Concurrent Collections

The synchronized wrappers (Collections.synchronizedMap) lock the whole structure. Concurrent collections use finer-grained strategies for far better throughput under contention.

CollectionUse case
ConcurrentHashMapHigh-concurrency map; lock-striped, atomic compute/merge
CopyOnWriteArrayListMany reads, rare writes (e.g. listener lists)
ConcurrentLinkedQueueLock-free unbounded queue
BlockingQueue (LinkedBlockingQueue)Producer/consumer hand-off
import java.util.concurrent.ConcurrentHashMap;

ConcurrentHashMap<String, Integer> counts = new ConcurrentHashMap<>();
counts.merge("hits", 1, Integer::sum); // atomic increment, thread-safe

ReentrantLock vs synchronized

synchronized is simple and automatically released. ReentrantLock is an explicit lock offering features synchronized cannot: timed and interruptible acquisition, fairness, and tryLock.

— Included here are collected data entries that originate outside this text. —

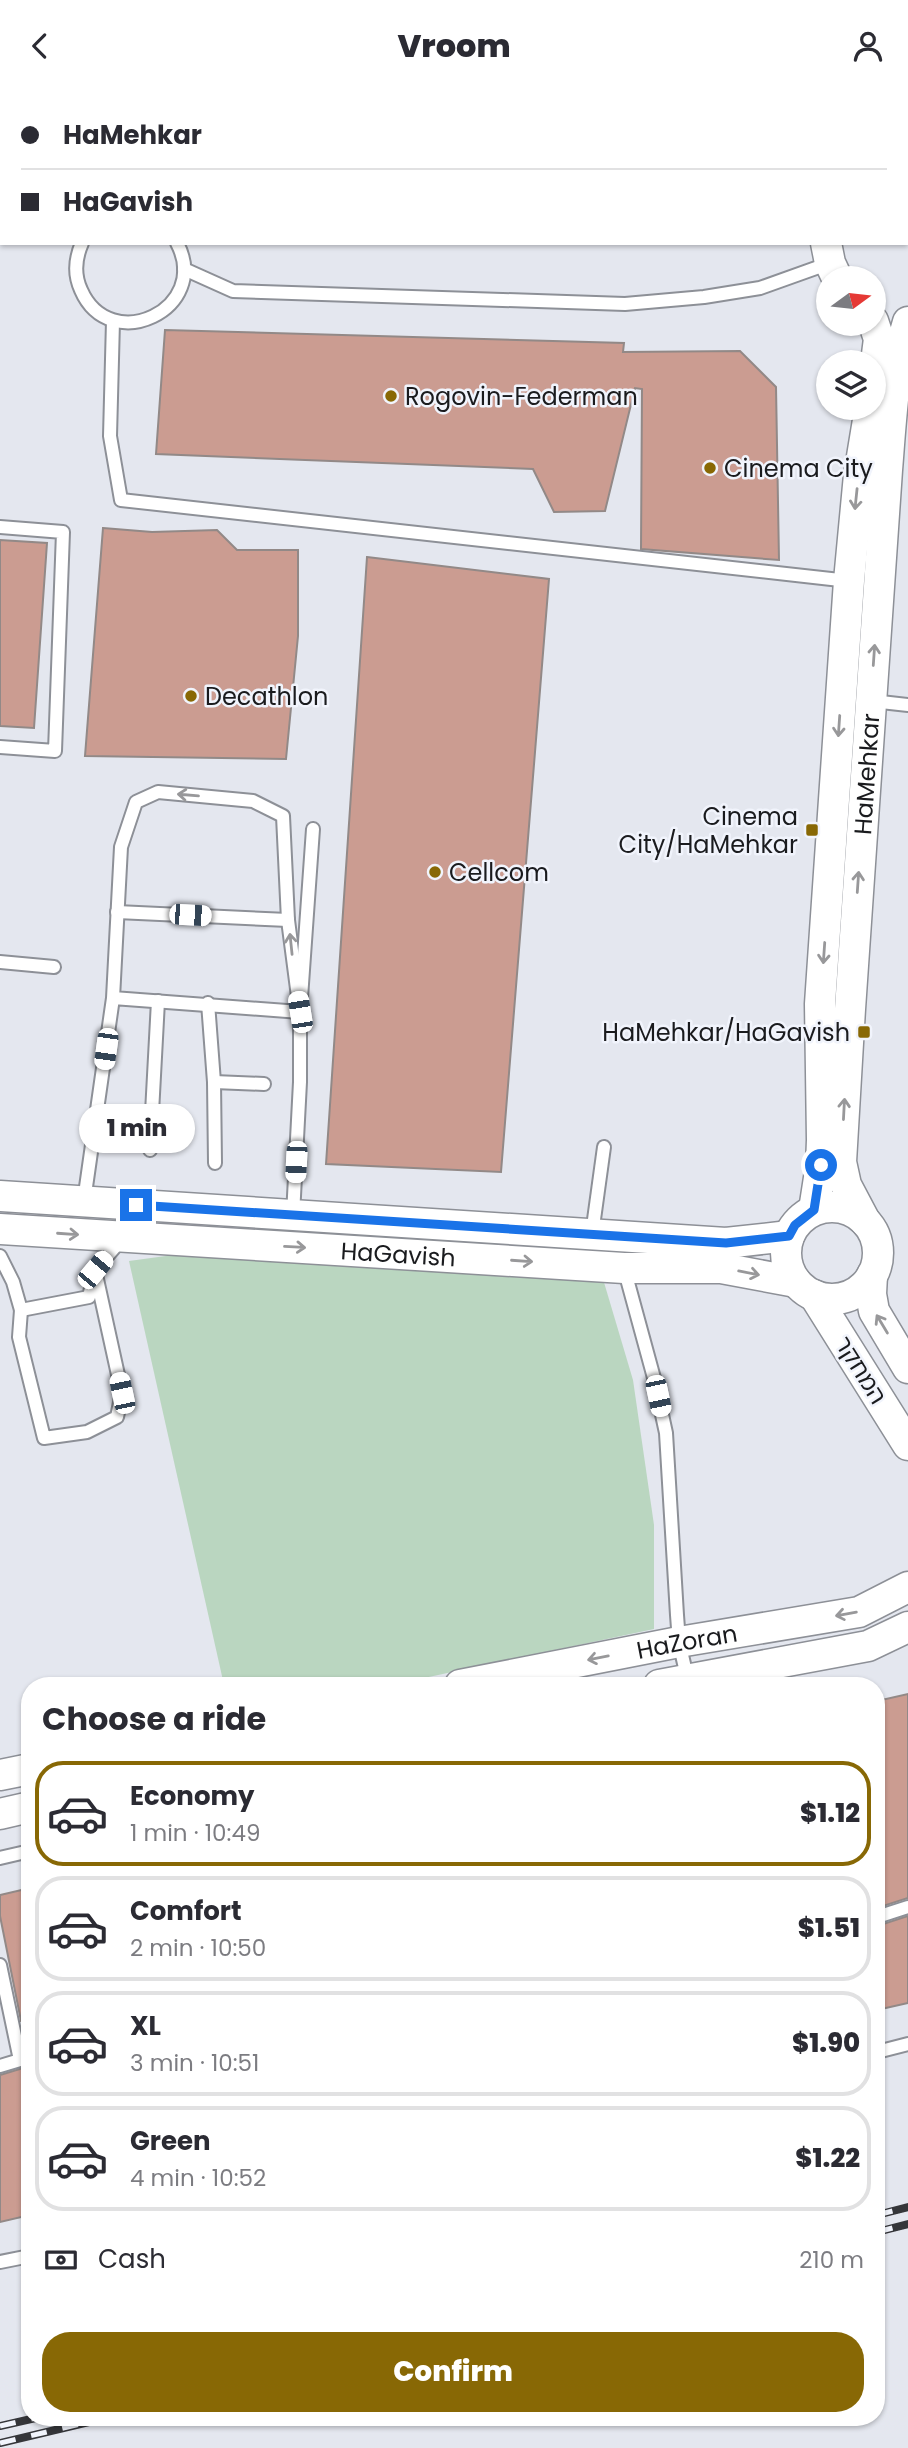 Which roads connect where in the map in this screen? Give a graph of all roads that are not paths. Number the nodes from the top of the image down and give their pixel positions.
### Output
1 (81, 245) edge
2 (178, 245) edge
3 (831, 261) edge
4 (184, 269) junction
5 (908, 307) edge
6 (886, 308) edge
7 (113, 321) junction
8 (908, 323) edge
9 (868, 420) edge
10 (0, 527) edge
11 (849, 581) junction
12 (871, 701) junction
13 (908, 705) edge
14 (0, 747) edge
15 (313, 829) dead end
16 (117, 912) junction
17 (288, 920) junction
18 (0, 962) edge
19 (54, 967) dead end
20 (113, 998) junction
21 (158, 1001) junction
22 (208, 1003) junction
23 (300, 1012) junction
24 (214, 1082) junction
25 (264, 1084) dead end
26 (604, 1147) dead end
27 (150, 1150) dead end
28 (215, 1163) dead end
29 (0, 1196) edge
30 (84, 1202) junction
31 (814, 1210) junction
32 (293, 1215) junction
33 (865, 1221) junction
34 (0, 1229) edge
35 (592, 1235) junction
36 (789, 1236) junction
37 (123, 1237) junction
38 (0, 1256) edge
39 (624, 1268) junction
40 (95, 1270) junction
41 (872, 1275) junction
42 (805, 1289) junction
43 (21, 1310) junction
44 (908, 1367) edge
45 (908, 1445) edge
46 (908, 1587) edge
47 (908, 1627) edge
48 (680, 1642) junction
49 (501, 1677) edge
50 (679, 1677) edge
51 (773, 1677) edge
52 (21, 1771) edge
53 (0, 1775) edge
54 (21, 1809) edge
55 (0, 1814) edge
56 (21, 1853) edge
57 (0, 1858) edge
58 (908, 1907) edge
59 (885, 1914) edge
60 (0, 1965) edge
61 (908, 2044) edge
62 (885, 2050) edge
63 (0, 2066) edge
64 (21, 2258) edge
65 (0, 2262) edge

1 - 7 lane
2 - 4 lane
3 - 4 lane
4 - 7 lane
5 - 6 street
7 - 11 lane
12 -> 8 street, HaMehkar
9 -> 11 street, HaMehkar
10 - 14 lane
11 -> 31 street, HaMehkar
12 - 13 lane
33 -> 12 street, HaMehkar
15 - 23 lane
16 - 17 lane
17 -> 16 lane
16 - 20 lane
23 -> 17 lane
18 - 19 lane
20 - 21 lane
20 - 30 lane
21 - 22 lane
21 - 27 lane
22 - 23 lane
22 - 24 lane
23 - 32 lane
24 - 25 lane
24 - 28 lane
26 - 35 lane
29 - 30 street, HaGavish
30 - 32 street, HaGavish
31 - 33 street
31 - 36 street
32 - 35 street, HaGavish
33 - 41 street
34 -> 37 street, HaGavish
35 - 36 street, HaGavish
36 - 42 street
37 -> 39 street, HaGavish
37 - 40 lane
38 - 43 lane
39 -> 42 street, HaGavish
39 - 48 lane
40 - 43 lane
40 - 43 lane
41 - 42 street
44 -> 41 street
42 - 45 street, המחקר
46 -> 48 street, HaZoran
47 - 51 street, HaZoran
48 -> 49 street, HaZoran
48 - 50 lane
52 - 53 street
54 - 55 street
56 - 57 lane
58 - 59 lane
60 - 63 lane
61 - 62 lane
64 - 65 lane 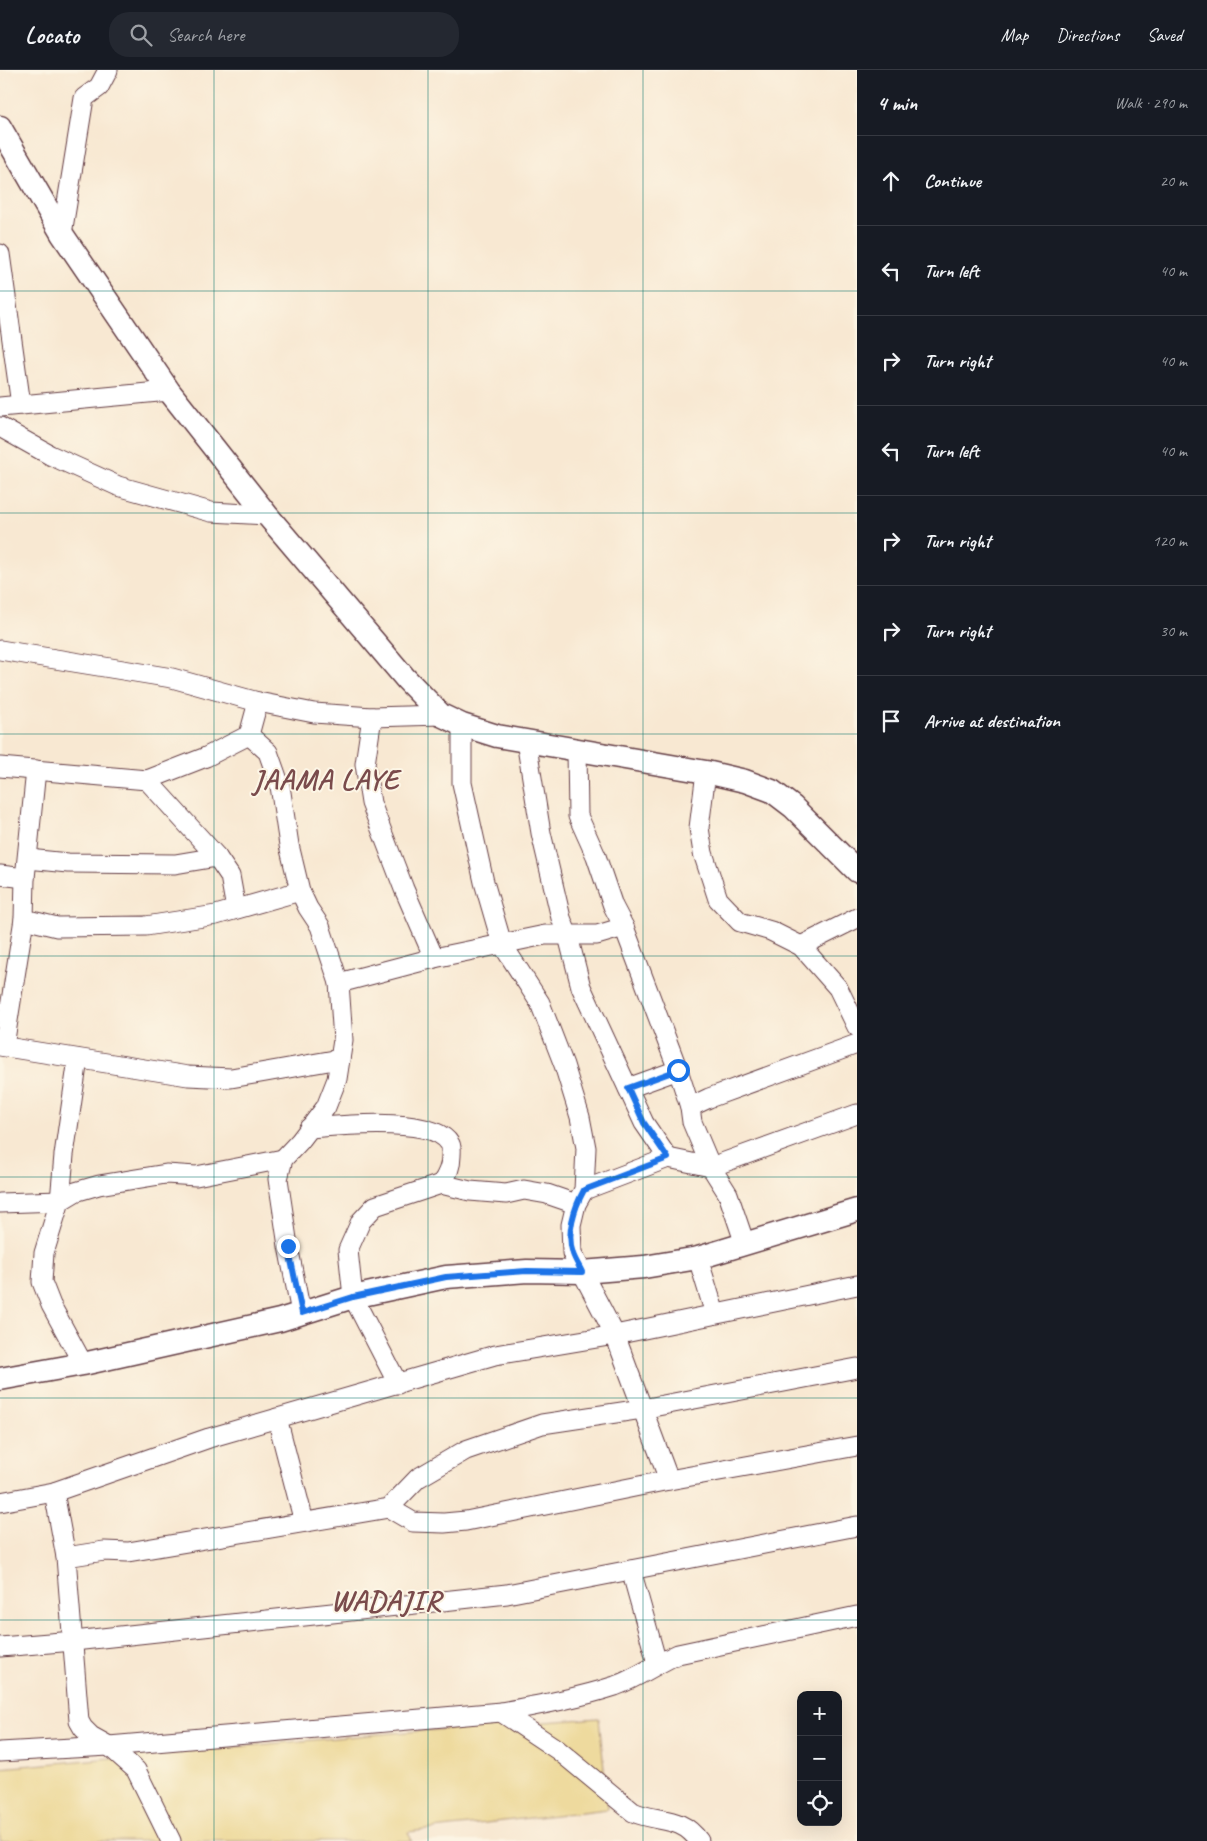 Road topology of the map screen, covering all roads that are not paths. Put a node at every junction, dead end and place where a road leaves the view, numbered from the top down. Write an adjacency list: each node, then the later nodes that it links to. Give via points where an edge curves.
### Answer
1 (108, 70): 3 (street, via 99,87 84,98)
2 (1, 132): 3 (street)
3 (62, 234): 5 (street)
4 (0, 254): 6 (street)
5 (169, 391): 6 (street); 9 (street)
6 (20, 405): 7 (street)
7 (0, 407)
8 (0, 427): 9 (street, via 50,455 118,486 210,512)
9 (266, 515): 12 (street, via 406,679)
10 (0, 650): 11 (street, via 172,678)
11 (258, 702): 13 (street, via 314,713); 15 (street)
12 (441, 715): 13 (street); 14 (street)
13 (372, 717): 35 (street, via 365,764 371,803)
14 (462, 725): 16 (street); 33 (street, via 462,783 484,882)
15 (249, 735): 21 (street, via 206,757); 27 (street, via 268,752 280,786)
16 (526, 741): 17 (street); 32 (street, via 541,833 560,918)
17 (577, 750): 20 (street); 31 (street, via 578,816)
18 (0, 767): 19 (street)
19 (36, 770): 21 (street); 23 (street)
20 (706, 772): 24 (street, via 772,791 793,807); 34 (street, via 699,828 703,853 718,899 740,922 770,931)
21 (147, 780): 22 (street)
22 (217, 857): 23 (street, via 175,864 68,863); 28 (street, via 230,876)
23 (28, 859): 26 (street)
24 (857, 871)
25 (0, 875): 26 (street)
26 (25, 878): 30 (street)
27 (300, 891): 28 (street); 36 (street, via 320,926)
28 (236, 910): 30 (street, via 146,926 57,927)
29 (857, 918): 34 (street)
30 (24, 919): 39 (street)
31 (624, 927): 32 (street, via 597,935); 42 (street)
32 (568, 936): 33 (street, via 545,935); 43 (street, via 581,987)
33 (502, 944): 35 (street); 51 (street, via 540,1003 564,1065 586,1148)
34 (801, 946): 37 (street, via 838,988)
35 (434, 958): 36 (street)
36 (339, 983): 40 (street, via 343,1040)
37 (857, 1027)
38 (857, 1044): 44 (street)
39 (2, 1046): 41 (street)
40 (340, 1058): 41 (street, via 231,1078 188,1076); 46 (street, via 337,1078 326,1107)
41 (78, 1059): 52 (street)
42 (678, 1070): 43 (street); 44 (street)
43 (628, 1088): 47 (street, via 644,1123)
44 (690, 1107): 49 (street, via 692,1122)
45 (857, 1114): 49 (street)
46 (309, 1128): 48 (street); 50 (street, via 400,1124 432,1132 445,1138 451,1146 447,1176)
47 (668, 1158): 49 (street); 51 (street)
48 (283, 1159): 52 (street, via 196,1176 166,1174 99,1186 75,1192); 60 (street, via 279,1188)
49 (711, 1167): 55 (street, via 728,1194)
50 (441, 1184): 51 (street, via 470,1191 506,1194 524,1190); 59 (street, via 375,1206 361,1220 348,1250)
51 (580, 1197): 57 (street, via 571,1225 572,1253)
52 (60, 1201): 53 (street); 63 (street, via 44,1253 42,1282)
53 (0, 1203)
54 (857, 1210): 55 (street)
55 (745, 1244): 56 (street)
56 (698, 1258): 57 (street); 61 (street)
57 (582, 1272): 59 (street, via 527,1271 446,1277); 62 (street)
58 (857, 1285): 61 (street)
59 (353, 1297): 60 (street); 66 (street)
60 (302, 1313): 63 (street)
61 (716, 1314): 62 (street)
62 (616, 1335): 66 (street, via 495,1355); 67 (street)
63 (83, 1364): 65 (street)
64 (857, 1368): 67 (street)
65 (0, 1379)
66 (398, 1384): 68 (street)
67 (642, 1409): 70 (street); 73 (street, via 542,1424 466,1450 418,1478)
68 (277, 1418): 71 (street, via 208,1438); 74 (street)
69 (857, 1446): 70 (street)
70 (669, 1480): 73 (street, via 466,1521 414,1522)
71 (54, 1492): 72 (street); 76 (street)
72 (0, 1502)
73 (389, 1508): 74 (street)
74 (304, 1522): 76 (street, via 128,1552 104,1551)
75 (857, 1526): 77 (street)
76 (66, 1557): 79 (street)
77 (631, 1570): 79 (street, via 507,1594); 81 (street)
78 (857, 1616): 81 (street, via 678,1654)
79 (74, 1641): 80 (street); 83 (street, via 79,1721 91,1736)
80 (0, 1647)
81 (656, 1664): 82 (street, via 616,1685 553,1703)
82 (501, 1712): 83 (street); 86 (street, via 558,1750 633,1812 678,1823)
83 (109, 1746): 84 (street); 85 (street, via 136,1770)
84 (0, 1752)
85 (171, 1841)
86 (699, 1841)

import java.util.concurrent.locks.ReentrantLock;

ReentrantLock lock = new ReentrantLock();

lock.lock();
try {
    // critical section
} finally {
    lock.unlock(); // MUST be in finally
}
FeaturesynchronizedReentrantLock
Acquire/releaseAutomaticManual (lock/unlock)
Try with timeoutNotryLock(time, unit)
InterruptibleNolockInterruptibly()
Fairness optionNoYes
Condition objectsOne (wait/notify)Multiple (newCondition)

Warning: With ReentrantLock, always unlock() in a finally block. Forgetting to unlock leaks the lock and can deadlock the whole application.

Atomic Classes

For single-variable updates, atomic classes (AtomicInteger, AtomicLong, AtomicReference) provide lock-free thread safety via CPU compare-and-swap (CAS) — faster than locking under contention.

import java.util.concurrent.atomic.AtomicInteger;

AtomicInteger counter = new AtomicInteger();
counter.incrementAndGet();          // atomic ++
counter.updateAndGet(v -> v * 2);   // atomic transform
System.out.println(counter.get());

Output:

2

Best Practices

  • Submit tasks to executors instead of creating raw threads; always shutdown().
  • Bound your thread pools and queues, with an explicit rejection policy.
  • Compose async work with CompletableFuture rather than blocking on Future.get().
  • Reach for atomic classes for single counters; locks only for multi-variable invariants.
  • Always unlock() in finally; acquire multiple locks in a consistent global order to avoid deadlock.
  • Prefer concurrent collections over synchronized wrappers for shared, contended data.

Interview Questions

Q: What is the difference between Runnable and Callable? Runnable.run() returns void and cannot throw checked exceptions. Callable.call() returns a value and may throw checked exceptions. Submitting a Callable returns a Future for the eventual result.

Q: When would you use ReentrantLock over synchronized? When you need timed or interruptible lock acquisition, tryLock, fairness, or multiple condition variables. For simple mutual exclusion, synchronized is preferable because it cannot leak an unreleased lock.

Q: Why are atomic classes faster than synchronization for counters? They use hardware compare-and-swap (CAS) instructions to update a value without acquiring a lock, avoiding blocking and context switches. Under moderate contention this is significantly faster than monitor-based locking.

Q: How does ConcurrentHashMap differ from Collections.synchronizedMap? synchronizedMap guards the entire map with a single lock, serializing all access. ConcurrentHashMap uses fine-grained, lock-free reads and per-bin locking on writes, allowing high concurrent throughput, plus atomic operations like compute and merge.